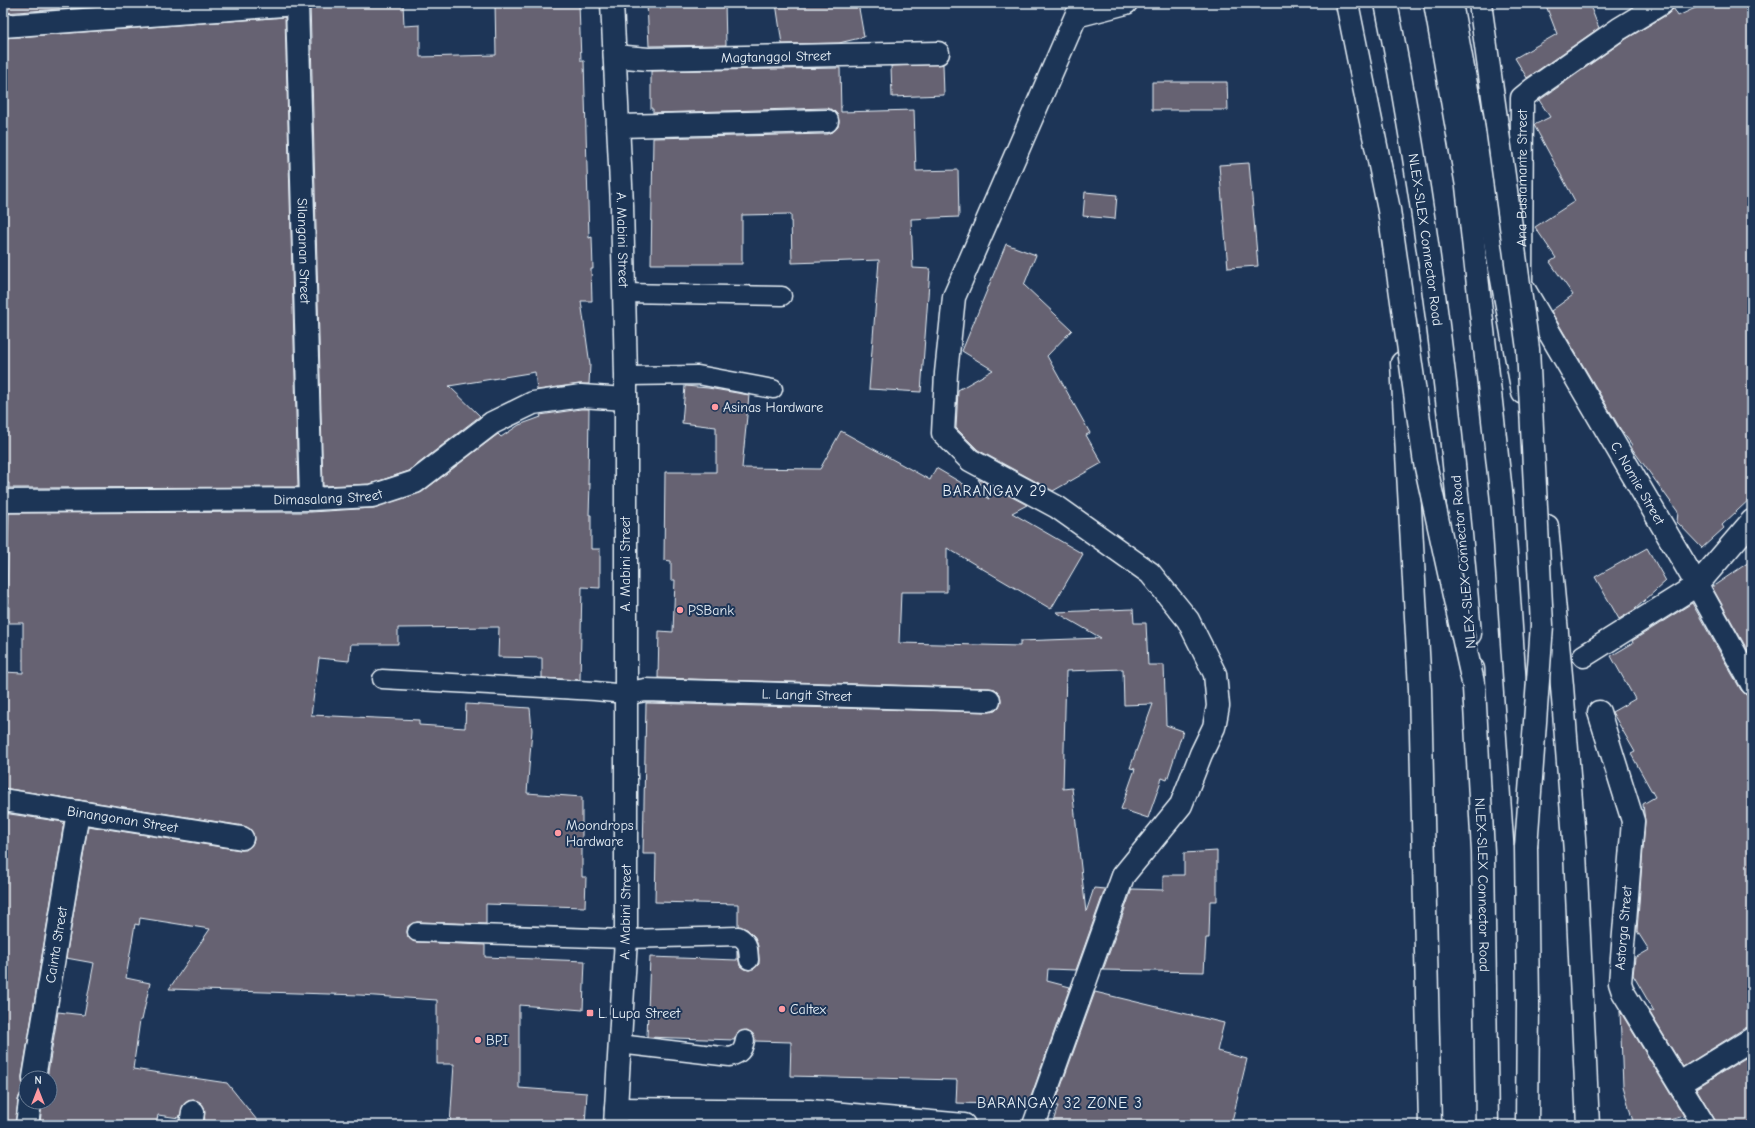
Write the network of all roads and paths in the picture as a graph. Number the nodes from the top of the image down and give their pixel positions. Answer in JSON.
{"nodes":[{"id":1,"x":297,"y":3,"type":"edge"},
{"id":2,"x":612,"y":3,"type":"edge"},
{"id":3,"x":1126,"y":3,"type":"edge"},
{"id":4,"x":1347,"y":3,"type":"edge"},
{"id":5,"x":1352,"y":3,"type":"edge"},
{"id":6,"x":1386,"y":3,"type":"edge"},
{"id":7,"x":1435,"y":3,"type":"edge"},
{"id":8,"x":1451,"y":3,"type":"edge"},
{"id":9,"x":1480,"y":3,"type":"edge"},
{"id":10,"x":1662,"y":3,"type":"edge"},
{"id":11,"x":3,"y":26,"type":"edge"},
{"id":12,"x":938,"y":53,"type":"dead end"},
{"id":13,"x":615,"y":56,"type":"junction"},
{"id":14,"x":827,"y":120,"type":"dead end"},
{"id":15,"x":619,"y":126,"type":"junction"},
{"id":16,"x":1521,"y":284,"type":"joint"},
{"id":17,"x":624,"y":293,"type":"junction"},
{"id":18,"x":782,"y":296,"type":"dead end"},
{"id":19,"x":626,"y":376,"type":"junction"},
{"id":20,"x":773,"y":389,"type":"dead end"},
{"id":21,"x":626,"y":399,"type":"junction"},
{"id":22,"x":311,"y":499,"type":"junction"},
{"id":23,"x":3,"y":501,"type":"edge"},
{"id":24,"x":1752,"y":521,"type":"edge"},
{"id":25,"x":1697,"y":585,"type":"junction"},
{"id":26,"x":1584,"y":656,"type":"dead end"},
{"id":27,"x":382,"y":679,"type":"dead end"},
{"id":28,"x":1752,"y":684,"type":"edge"},
{"id":29,"x":1474,"y":687,"type":"junction"},
{"id":30,"x":625,"y":694,"type":"junction"},
{"id":31,"x":989,"y":700,"type":"dead end"},
{"id":32,"x":1599,"y":712,"type":"dead end"},
{"id":33,"x":3,"y":800,"type":"edge"},
{"id":34,"x":78,"y":812,"type":"junction"},
{"id":35,"x":242,"y":838,"type":"dead end"},
{"id":36,"x":1526,"y":847,"type":"junction"},
{"id":37,"x":417,"y":932,"type":"dead end"},
{"id":38,"x":626,"y":939,"type":"junction"},
{"id":39,"x":749,"y":960,"type":"dead end"},
{"id":40,"x":1752,"y":1039,"type":"edge"},
{"id":41,"x":745,"y":1040,"type":"dead end"},
{"id":42,"x":619,"y":1044,"type":"junction"},
{"id":43,"x":35,"y":1070,"type":"edge"},
{"id":44,"x":1680,"y":1084,"type":"junction"},
{"id":45,"x":29,"y":1110,"type":"edge"},
{"id":46,"x":616,"y":1117,"type":"edge"},
{"id":47,"x":27,"y":1125,"type":"edge"},
{"id":48,"x":964,"y":1125,"type":"edge"},
{"id":49,"x":1034,"y":1125,"type":"edge"},
{"id":50,"x":1430,"y":1125,"type":"edge"},
{"id":51,"x":1487,"y":1125,"type":"edge"},
{"id":52,"x":1527,"y":1125,"type":"edge"},
{"id":53,"x":1588,"y":1125,"type":"edge"},
{"id":54,"x":1704,"y":1125,"type":"edge"}],
"edges":[{"from":1,"to":11,"type":"main road"},
{"from":1,"to":22,"type":"main road","name":"Silanganan Street"},
{"from":2,"to":13,"type":"main road","name":"A. Mabini Street"},
{"from":3,"to":49,"type":"main road"},
{"from":4,"to":29,"type":"main road","bridge":true},
{"from":5,"to":50,"type":"main road"},
{"from":6,"to":29,"type":"main road","name":"NLEX-SLEX Connector Road","bridge":true},
{"from":7,"to":36,"type":"main road","bridge":true},
{"from":8,"to":53,"type":"main road"},
{"from":9,"to":36,"type":"main road","bridge":true},
{"from":10,"to":16,"type":"main road","name":"Ana Bustamante Street"},
{"from":12,"to":13,"type":"main road","name":"Magtanggol Street"},
{"from":13,"to":15,"type":"main road","name":"A. Mabini Street"},
{"from":14,"to":15,"type":"main road"},
{"from":15,"to":17,"type":"main road","name":"A. Mabini Street"},
{"from":16,"to":25,"type":"main road","name":"C. Namie Street"},
{"from":17,"to":18,"type":"lane"},
{"from":17,"to":19,"type":"main road","name":"A. Mabini Street"},
{"from":19,"to":20,"type":"lane"},
{"from":19,"to":21,"type":"main road","name":"A. Mabini Street"},
{"from":21,"to":22,"type":"main road","name":"Dimasalang Street"},
{"from":21,"to":30,"type":"main road","name":"A. Mabini Street"},
{"from":22,"to":23,"type":"main road","name":"Dimasalang Street"},
{"from":24,"to":25,"type":"main road"},
{"from":25,"to":26,"type":"main road"},
{"from":25,"to":28,"type":"main road","name":"C. Namie Street"},
{"from":27,"to":30,"type":"lane"},
{"from":29,"to":51,"type":"main road","name":"NLEX-SLEX Connector Road"},
{"from":30,"to":31,"type":"main road","name":"L. Langit Street"},
{"from":30,"to":38,"type":"main road","name":"A. Mabini Street"},
{"from":32,"to":44,"type":"main road","name":"Astorga Street"},
{"from":33,"to":34,"type":"main road","name":"Binangonan Street"},
{"from":34,"to":35,"type":"main road","name":"Binangonan Street"},
{"from":34,"to":43,"type":"main road","name":"Cainta Street"},
{"from":36,"to":52,"type":"main road"},
{"from":37,"to":38,"type":"lane"},
{"from":38,"to":39,"type":"lane"},
{"from":38,"to":42,"type":"main road","name":"A. Mabini Street"},
{"from":40,"to":44,"type":"main road"},
{"from":41,"to":42,"type":"lane"},
{"from":42,"to":46,"type":"main road","name":"A. Mabini Street"},
{"from":44,"to":54,"type":"main road","name":"Astorga Street"},
{"from":45,"to":47,"type":"main road"},
{"from":46,"to":48,"type":"main road"}]}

──────────────────────────────

• _What is needed_
Only the pictures are to be left out; all other material is to be output exactly.

• _Answer for the task_
Write the network of all roads and paths in the picture as a graph. Number the nodes from the top of the image down and give their pixel positions. Answer in JSON.
{"nodes":[{"id":1,"x":297,"y":3,"type":"edge"},
{"id":2,"x":612,"y":3,"type":"edge"},
{"id":3,"x":1126,"y":3,"type":"edge"},
{"id":4,"x":1347,"y":3,"type":"edge"},
{"id":5,"x":1352,"y":3,"type":"edge"},
{"id":6,"x":1386,"y":3,"type":"edge"},
{"id":7,"x":1435,"y":3,"type":"edge"},
{"id":8,"x":1451,"y":3,"type":"edge"},
{"id":9,"x":1480,"y":3,"type":"edge"},
{"id":10,"x":1662,"y":3,"type":"edge"},
{"id":11,"x":3,"y":26,"type":"edge"},
{"id":12,"x":938,"y":53,"type":"dead end"},
{"id":13,"x":615,"y":56,"type":"junction"},
{"id":14,"x":827,"y":120,"type":"dead end"},
{"id":15,"x":619,"y":126,"type":"junction"},
{"id":16,"x":1521,"y":284,"type":"joint"},
{"id":17,"x":624,"y":293,"type":"junction"},
{"id":18,"x":782,"y":296,"type":"dead end"},
{"id":19,"x":626,"y":376,"type":"junction"},
{"id":20,"x":773,"y":389,"type":"dead end"},
{"id":21,"x":626,"y":399,"type":"junction"},
{"id":22,"x":311,"y":499,"type":"junction"},
{"id":23,"x":3,"y":501,"type":"edge"},
{"id":24,"x":1752,"y":521,"type":"edge"},
{"id":25,"x":1697,"y":585,"type":"junction"},
{"id":26,"x":1584,"y":656,"type":"dead end"},
{"id":27,"x":382,"y":679,"type":"dead end"},
{"id":28,"x":1752,"y":684,"type":"edge"},
{"id":29,"x":1474,"y":687,"type":"junction"},
{"id":30,"x":625,"y":694,"type":"junction"},
{"id":31,"x":989,"y":700,"type":"dead end"},
{"id":32,"x":1599,"y":712,"type":"dead end"},
{"id":33,"x":3,"y":800,"type":"edge"},
{"id":34,"x":78,"y":812,"type":"junction"},
{"id":35,"x":242,"y":838,"type":"dead end"},
{"id":36,"x":1526,"y":847,"type":"junction"},
{"id":37,"x":417,"y":932,"type":"dead end"},
{"id":38,"x":626,"y":939,"type":"junction"},
{"id":39,"x":749,"y":960,"type":"dead end"},
{"id":40,"x":1752,"y":1039,"type":"edge"},
{"id":41,"x":745,"y":1040,"type":"dead end"},
{"id":42,"x":619,"y":1044,"type":"junction"},
{"id":43,"x":35,"y":1070,"type":"edge"},
{"id":44,"x":1680,"y":1084,"type":"junction"},
{"id":45,"x":29,"y":1110,"type":"edge"},
{"id":46,"x":616,"y":1117,"type":"edge"},
{"id":47,"x":27,"y":1125,"type":"edge"},
{"id":48,"x":964,"y":1125,"type":"edge"},
{"id":49,"x":1034,"y":1125,"type":"edge"},
{"id":50,"x":1430,"y":1125,"type":"edge"},
{"id":51,"x":1487,"y":1125,"type":"edge"},
{"id":52,"x":1527,"y":1125,"type":"edge"},
{"id":53,"x":1588,"y":1125,"type":"edge"},
{"id":54,"x":1704,"y":1125,"type":"edge"}],
"edges":[{"from":1,"to":11,"type":"main road"},
{"from":1,"to":22,"type":"main road","name":"Silanganan Street"},
{"from":2,"to":13,"type":"main road","name":"A. Mabini Street"},
{"from":3,"to":49,"type":"main road"},
{"from":4,"to":29,"type":"main road","bridge":true},
{"from":5,"to":50,"type":"main road"},
{"from":6,"to":29,"type":"main road","name":"NLEX-SLEX Connector Road","bridge":true},
{"from":7,"to":36,"type":"main road","bridge":true},
{"from":8,"to":53,"type":"main road"},
{"from":9,"to":36,"type":"main road","bridge":true},
{"from":10,"to":16,"type":"main road","name":"Ana Bustamante Street"},
{"from":12,"to":13,"type":"main road","name":"Magtanggol Street"},
{"from":13,"to":15,"type":"main road","name":"A. Mabini Street"},
{"from":14,"to":15,"type":"main road"},
{"from":15,"to":17,"type":"main road","name":"A. Mabini Street"},
{"from":16,"to":25,"type":"main road","name":"C. Namie Street"},
{"from":17,"to":18,"type":"lane"},
{"from":17,"to":19,"type":"main road","name":"A. Mabini Street"},
{"from":19,"to":20,"type":"lane"},
{"from":19,"to":21,"type":"main road","name":"A. Mabini Street"},
{"from":21,"to":22,"type":"main road","name":"Dimasalang Street"},
{"from":21,"to":30,"type":"main road","name":"A. Mabini Street"},
{"from":22,"to":23,"type":"main road","name":"Dimasalang Street"},
{"from":24,"to":25,"type":"main road"},
{"from":25,"to":26,"type":"main road"},
{"from":25,"to":28,"type":"main road","name":"C. Namie Street"},
{"from":27,"to":30,"type":"lane"},
{"from":29,"to":51,"type":"main road","name":"NLEX-SLEX Connector Road"},
{"from":30,"to":31,"type":"main road","name":"L. Langit Street"},
{"from":30,"to":38,"type":"main road","name":"A. Mabini Street"},
{"from":32,"to":44,"type":"main road","name":"Astorga Street"},
{"from":33,"to":34,"type":"main road","name":"Binangonan Street"},
{"from":34,"to":35,"type":"main road","name":"Binangonan Street"},
{"from":34,"to":43,"type":"main road","name":"Cainta Street"},
{"from":36,"to":52,"type":"main road"},
{"from":37,"to":38,"type":"lane"},
{"from":38,"to":39,"type":"lane"},
{"from":38,"to":42,"type":"main road","name":"A. Mabini Street"},
{"from":40,"to":44,"type":"main road"},
{"from":41,"to":42,"type":"lane"},
{"from":42,"to":46,"type":"main road","name":"A. Mabini Street"},
{"from":44,"to":54,"type":"main road","name":"Astorga Street"},
{"from":45,"to":47,"type":"main road"},
{"from":46,"to":48,"type":"main road"}]}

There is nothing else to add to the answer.